Our journey back to San Francisco included delays and mixups in Newark, followed by the shock of a high-speed drive on the freeway.  The warmth of the tropics dissipated too quickly.  Reality check.   “It was vacation,” I told him.  “You wouldn’t want to really live there and work.  You’d be frustrated by island time, island life.”  He was unconvinced.  “How do you know?” he asked.  Unlike his compatriot, V.S. Naipaul, who in his mind and his ascot is more English than the English, my husband is always proud of his heritage.

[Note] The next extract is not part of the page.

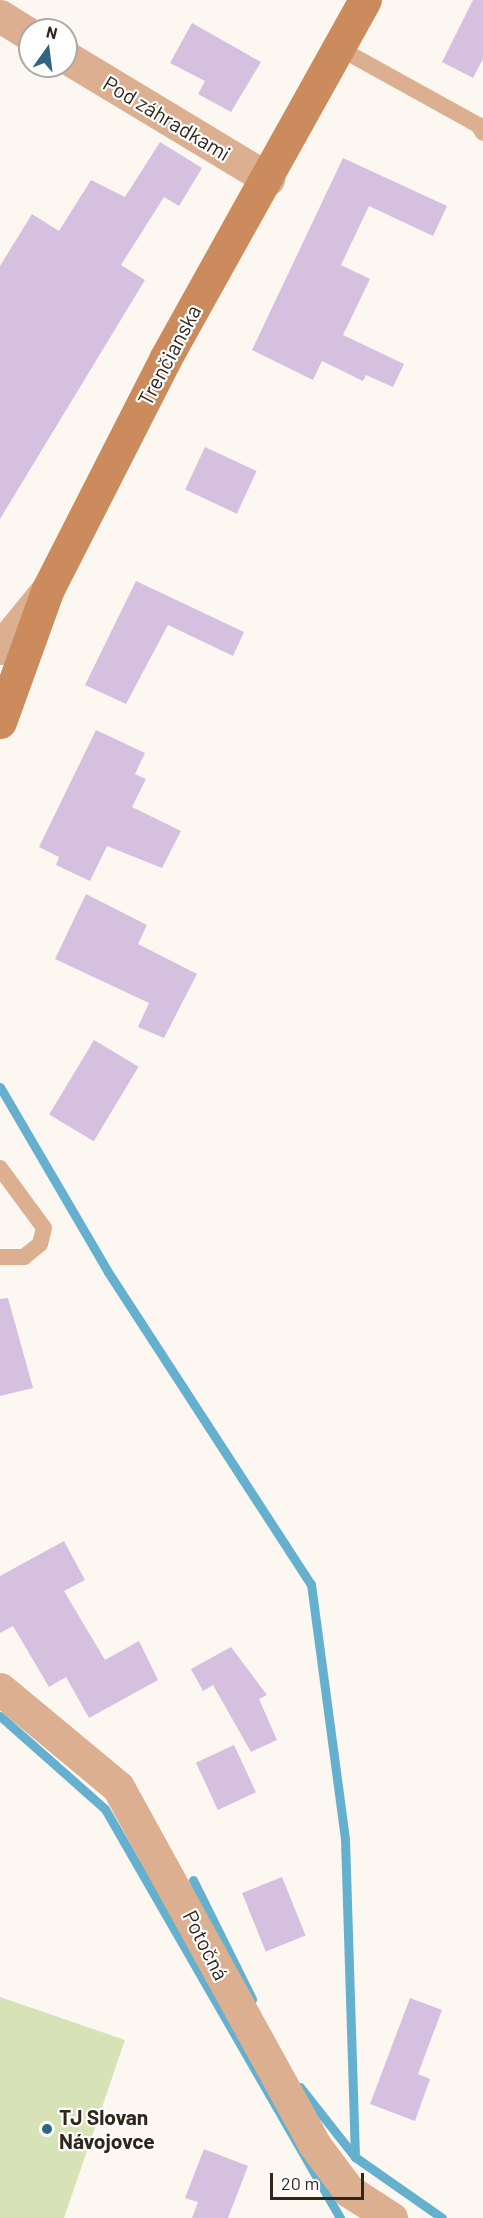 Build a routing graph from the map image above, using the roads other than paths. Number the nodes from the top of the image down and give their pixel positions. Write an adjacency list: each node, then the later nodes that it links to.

I can’t bring the Trinidad of my husband’s happy childhood memories to San Francisco, but I can do my best to recreate its flavors.  For New Year’s Eve, which itself is called by a different name in Trinidad, Old Year’s– I made him Black Eyed Peas.  This is a traditional dish eaten for good luck on Old Year’s in Trinidad.  In life, you win some, and you lose some.  And sometimes, you get to keep both.

Trinidadian Black Eyed Peas for Old Year’s and New Beginnings

black eyed peas

The “green seasoning” (herb blend) and the optional pig tail are what give this version of black eyed peas its Caribbean flavor. 

Serves: 8-12

Ingredients

1 lb dried black eyed peas, soaked in water for 8 hours, rinsed and drained

1 ham hock or ham bone (I used the latter, from our Christmas ham) or, if you want to be truly authentic, a pig tail*

1/2 large onion, diced

2 cloves garlic, smashed

1 bay leaf

1 tablespoon Caribbean “green seasoning” (minced fresh thyme, chives, chadon beni (culantro), Scotch bonnet or habanero pepper)

8 cups water

1 tsp salt

freshly ground black pepper

canola oil

*Note: if you wish to make a vegan version, hold the pig parts and substitute a half teaspoon or more of pimenton (smoked paprika) for smokiness

Accompaniment: cooked rice (parboiled or Uncle Ben’s rice is most common in Trinidad)

Technique

1.  Pour a tablespoon of oil into a pan and cook diced onion over medium high heat until translucent.

2.  Add the ham bone and garlic and cook for a minute or so.

3.  Add drained pre-soaked beans, water, and all seasonings except salt and bring to a boil.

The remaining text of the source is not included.